Pamphlets showed a long, continuous north-south trackway. A handy map within the terminal showed the industrial park’s monorail was in fact split in two. A short hall connected symmetrical loops in an hourglass configuration, one heading towards the airport, one pointing towards the northern complexes.
“They needed to force a stop here; people kept skipping the industrial tour.” Miss Diaz explained.
A simple grating blocked the walkway heading north into the compound. Another cut out of a pigeon-creature stood in their way.
“Path is closed!” the cut-out said with an exaggerated, folksy drawl. “Pardon our mess.”
Germaine reached around to his pack and produced a hefty bolt cutter. Perfect for slicing through the meager padlock keeping them out of the walkway.
“Not yet.” Miss Diaz cautioned. “We have business here.”
“Goanna steal everything that’s not nailed down?” Germaine asked. “An industrial park seems the perfect place for it.”
“We can’t take it all with us,” Dan said.
Realistically, they could only haul off whatever they could carry back to the airfield.
Their employers pondered over the terminal map.
“What we’re looking for is in the ‘Science of the Future’ complex,” Miss Diaz explained. “Guided tour ends there if you have four hours to burn.”
The group oriented themselves by the compass directions. Stairs on the west wall led down into another museum exhibit, this one boarded up with its displays unlit and covered in thick tarps. There were no windows in the interior terminal.
“Closed for the off-season.” Soto read, dryly, off an aged placard that had been placed there some years ago. Then a second time, with added zest.
“Soto, don’t… don’t try the silly cartoon accent again. Please.” Germaine begged, then sighed.
A path leading south and then east would take them along the old tour route. A movable flooring that Germaine had never seen before lined the hall. These floors – like horizontal escalators – came to life as the crew approached.
There’s still power coming from somewhere, Germaine thought as they began to move without trying.
“You see most of the sets on the ride in,” Miss Diaz said. “It’s all safe.
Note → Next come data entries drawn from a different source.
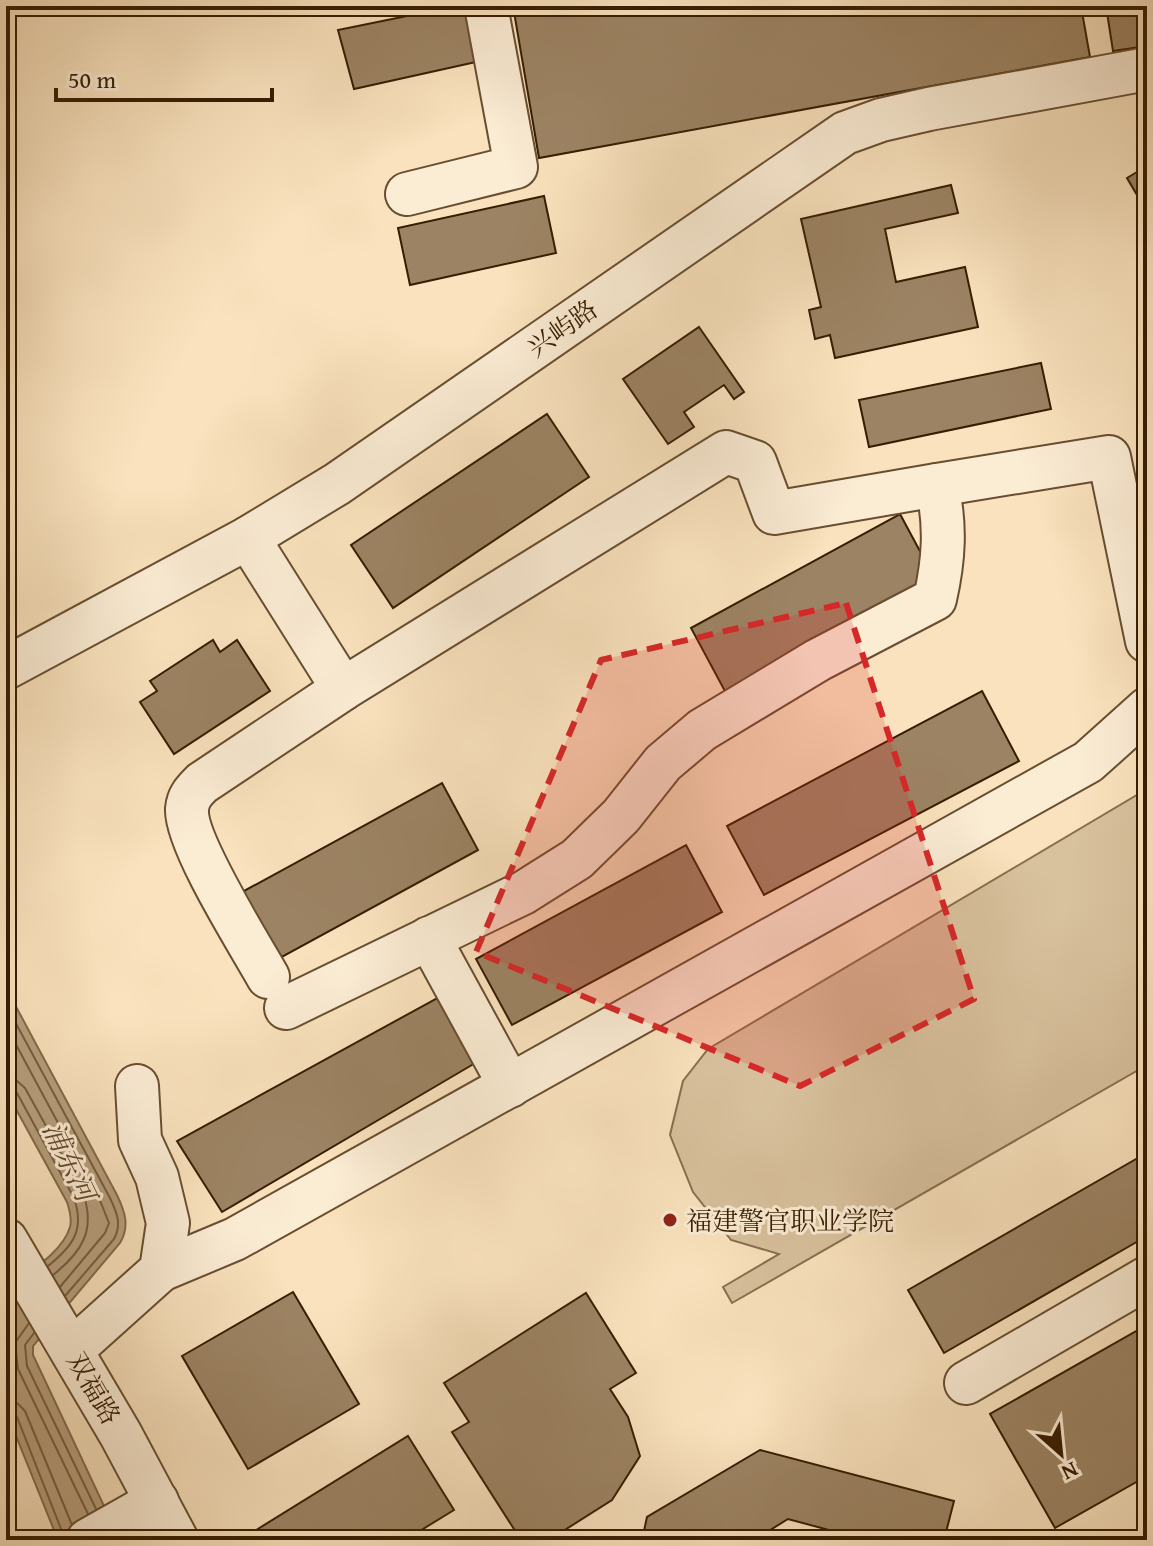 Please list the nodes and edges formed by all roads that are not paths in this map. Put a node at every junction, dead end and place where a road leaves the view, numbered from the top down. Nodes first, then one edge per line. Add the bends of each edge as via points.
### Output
1 (486, 6) edge
2 (1147, 69) edge
3 (407, 194) dead end
4 (937, 485) junction
5 (248, 538) junction
6 (1147, 641) edge
7 (6, 668) edge
8 (343, 689) junction
9 (1147, 709) edge
10 (429, 938) junction
11 (137, 1086) dead end
12 (510, 1086) junction
13 (15, 1255) edge
14 (161, 1270) junction
15 (1147, 1278) edge
16 (66, 1341) junction
17 (966, 1383) dead end
18 (157, 1501) junction
19 (104, 1531) edge
20 (177, 1540) edge

1 - 3 street via 516,167
2 - 5 street, 兴屿路 via 915,112 845,133 337,484
4 - 6 street via 1109,457
4 - 8 street via 774,513 755,462 726,452
4 - 10 street via 944,558 935,599 818,660 702,730 663,763 621,816 577,859 523,893
5 - 7 street, 兴屿路
5 - 8 street
8 - 10 street via 191,793 190,833 277,992
9 - 12 street via 1088,762
10 - 12 street
11 - 14 street via 140,1140 157,1177 168,1223
12 - 14 street via 235,1239
13 - 16 street, 双福路
14 - 16 street
15 - 17 street
16 - 18 street, 双福路
18 - 19 street
18 - 20 street, 双福路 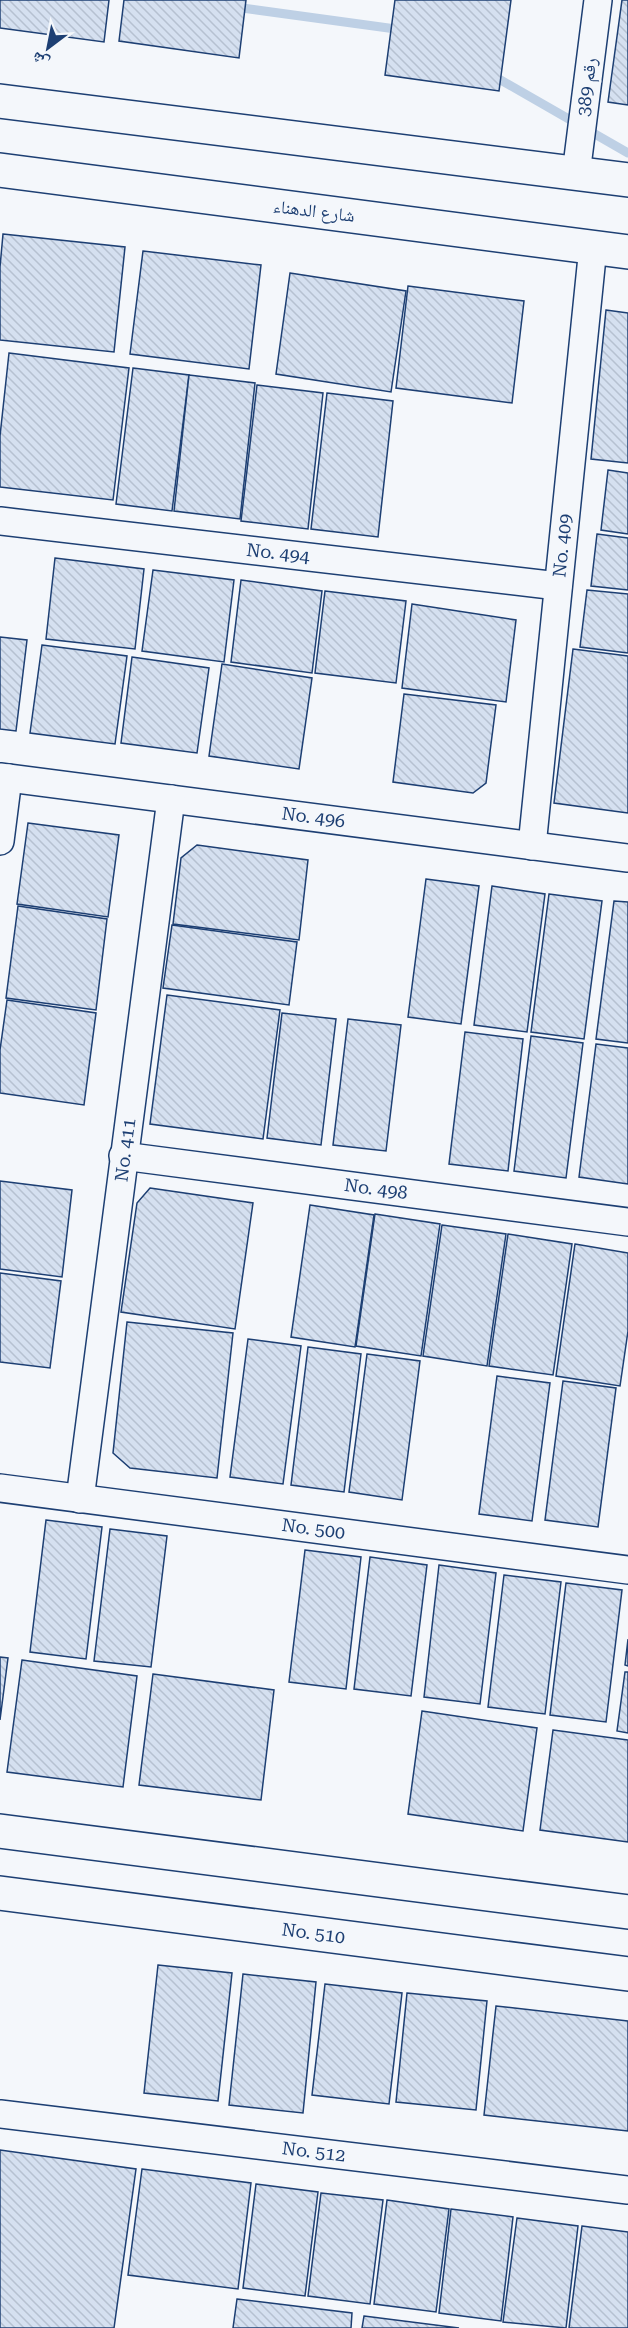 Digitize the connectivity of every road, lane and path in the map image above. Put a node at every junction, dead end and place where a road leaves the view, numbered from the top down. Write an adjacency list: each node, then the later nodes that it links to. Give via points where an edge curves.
1 (598, 0): 4 (street, رقم 389)
2 (0, 101): 4 (street)
3 (0, 170): 6 (street, شارع الدهناء)
4 (576, 174): 5 (street)
5 (628, 180)
6 (593, 247): 7 (street, شارع الدهناء); 9 (street, No. 409)
7 (628, 252)
8 (0, 521): 9 (street, No. 494)
9 (558, 586): 13 (street, No. 409)
10 (4, 778): 11 (street, No. 496); 12 (street)
11 (171, 799): 13 (street, No. 496); 15 (street, No. 411)
12 (0, 841)
13 (532, 846): 14 (street, No. 496)
14 (628, 858)
15 (123, 1156): 16 (street, No. 498); 18 (street, No. 411)
16 (628, 1221)
17 (0, 1488): 18 (street, No. 500)
18 (80, 1499): 19 (street, No. 500)
19 (628, 1570)
20 (0, 1831): 22 (street)
21 (0, 1893): 23 (street, No. 510)
22 (628, 1912)
23 (628, 1974)
24 (0, 2114): 25 (street, No. 512)
25 (628, 2190)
For show.”
“Good stuff’s further in. Under heavier security.” Vic added.
Instead, the crew left the exhibit and headed down the opposite pathway. A security door stopped them for a moment or two. Resident locksmith Dan helped reprogram the door to accept Vic’s maintenance wristband.
Past this point there was no bright, family-friendly aesthetic furniture. No warm primary coloring. Windows made of thick safety glass looked out over an unkempt lot of palms and rampant crabgrass. The walkway gradually rose over this scene on an incline and continued in a straight line one hundred meters to the north-west campus building. Once past a second door with no security chokepoints whatsoever, the environs came to look like any old office complex.
“This wing ought to contain R&D,” Miss Diaz said. “Items for the parks they don’t necessarily want to show to the public yet. But not quite classified – hence only the one security door. Real important stuff isn’t at a public site.”
“So, this is where the magic gets made?” Germaine asked, raising a skeptical eyebrow.
“Is any of this ringing a bell?” Dan asked.
“Not a thing.”
Germaine glanced down the halls. He sniffed at formaldehyde-laden air. Nothing jogged his memory.
“Must have skipped this part of the tour,” Germaine concluded.